OK, so I’ve been wanting to build myself an origami model of five intersecting tetrahedra (aka the very poor man’s Merkaba) for ages now... and this weekend I finally plucked up the courage and happened to have a few hours spare as I’d met up with some puzzling buddies in the morning and Gill was out all day .. so the afternoon was clear.
I tee’d up a YouTube instructional video by Adkit (Swedish chap with a terrific sense of self-deprecating humour!) and started by cutting up ten sheets of paper into thirty 3:1 strips ... watched a bit of the video and then started folding the thirty strips into angled beams with pockets and hooks at each end ... it took a while at first, but by the time you hit the last 10 or so you’ll have it pretty much sussed – I found it easiest to pretty much run it as a mini production line doing one step at a time across all of the pieces... YMMV.
When the pieces are all made up, the fun really begins when you build the first tetrahedron. I had difficulty getting the joints to lock together and as a result I ended up committing origami treason and using adhesive to keep the ends together. Building one tetrahedron is a relative doddle ... building the second one interlocked with the first one isn’t too much of a stretch ... but when it comes to adding the third, you need to keep your wits about you! Inserting the fourth and then the final one requires some pretty careful work to make sure you’re putting them all in the right places.

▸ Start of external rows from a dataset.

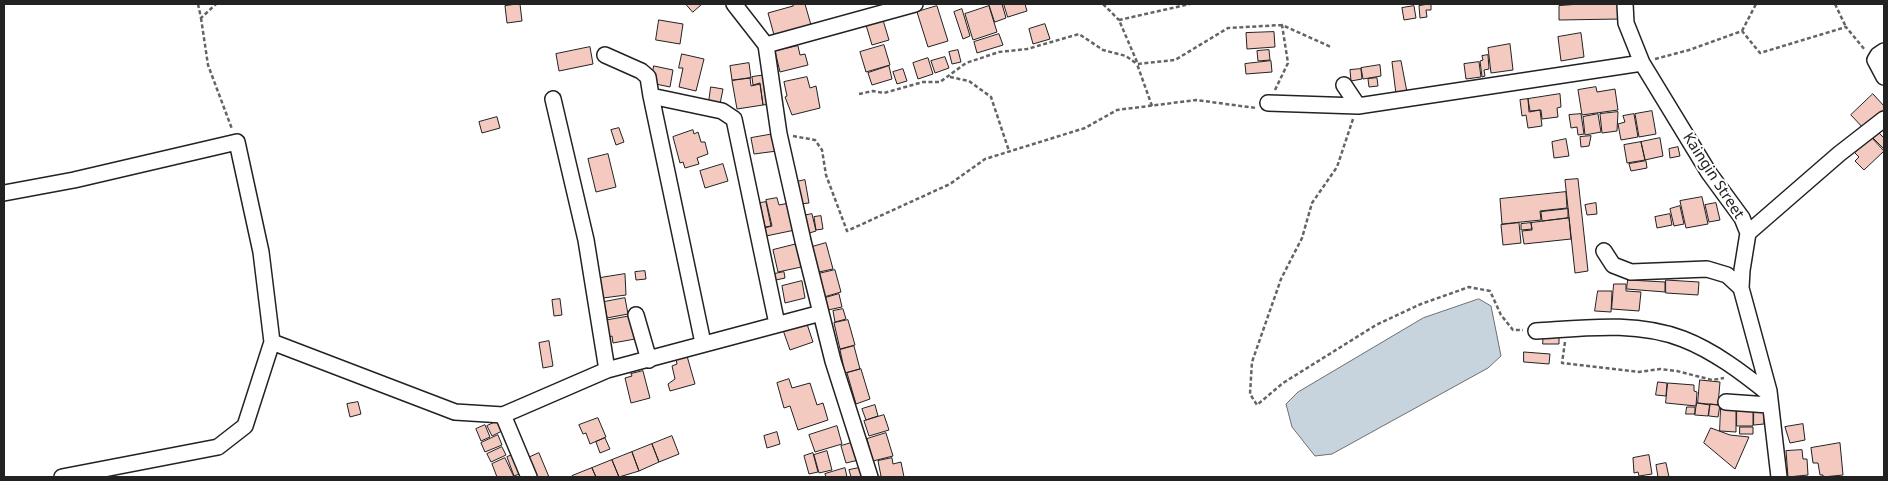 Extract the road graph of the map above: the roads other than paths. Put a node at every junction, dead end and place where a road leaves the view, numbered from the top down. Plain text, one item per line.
1 (734, 4) edge
2 (915, 4) edge
3 (1625, 4) edge
4 (766, 45) junction
5 (1880, 54) edge
6 (605, 55) dead end
7 (1642, 63) junction
8 (1884, 77) edge
9 (1344, 85) dead end
10 (651, 96) junction
11 (553, 99) dead end
12 (1268, 103) road end
13 (1358, 106) junction
14 (1884, 119) edge
15 (4, 193) edge
16 (1748, 233) junction
17 (1604, 251) dead end
18 (1741, 288) junction
19 (821, 313) junction
20 (636, 315) dead end
21 (777, 324) junction
22 (1536, 331) road end
23 (272, 342) junction
24 (703, 343) junction
25 (649, 360) junction
26 (607, 370) junction
27 (1769, 399) junction
28 (1726, 402) dead end
29 (503, 415) junction
30 (62, 477) edge
31 (529, 477) edge
32 (870, 477) edge
33 (1779, 477) edge

1 - 4 street
2 - 4 street
3 - 7 street, Kaingin Street
4 - 19 street
5 - 8 street
6 - 10 street
7 - 13 street
7 - 16 street, Kaingin Street
9 - 13 street
10 - 21 street
10 - 24 street
11 - 26 street
12 - 13 street
14 - 16 street
15 - 23 street
16 - 18 street, Kaingin Street
17 - 18 street
18 - 27 street, Kaingin Street
19 - 21 street
19 - 32 street
20 - 25 street
21 - 24 street
22 - 27 street
23 - 29 street
23 - 30 street
24 - 25 street
25 - 26 street
26 - 29 street
27 - 28 street
27 - 33 street, Kaingin Street
29 - 31 street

I thought I’d done OK until I inspected my handiwork right at the end to find a couple of the legs bending at some pretty odd angles where I’d got them on the wrong side of another leg... happily, adjusting them afterwards isn’t too difficult because you can disconnect one end of an offending leg, flatten it and thread it back out and then through the gap you should have put it in in the first place and then put the bend back in it again and reconnect ... (Yes, several of them, since you’re asking!)
The end result looks pretty cool but doesn’t stand up to much scrutiny – not least because of my application of adhesive (Oh the shame of it!) and the points not being especially neat – but I reckon it’s not bad for a first attempt...
After I’d finished that and when I was putting this post together I stumbled across a really explicit set of instructions over here and realised that I’d totally missed part of the functioning of the hook in getting the pieces to lock together – little wonder I was getting so frustrated and had to use spots of double-sided adhesive to get it all to hang together!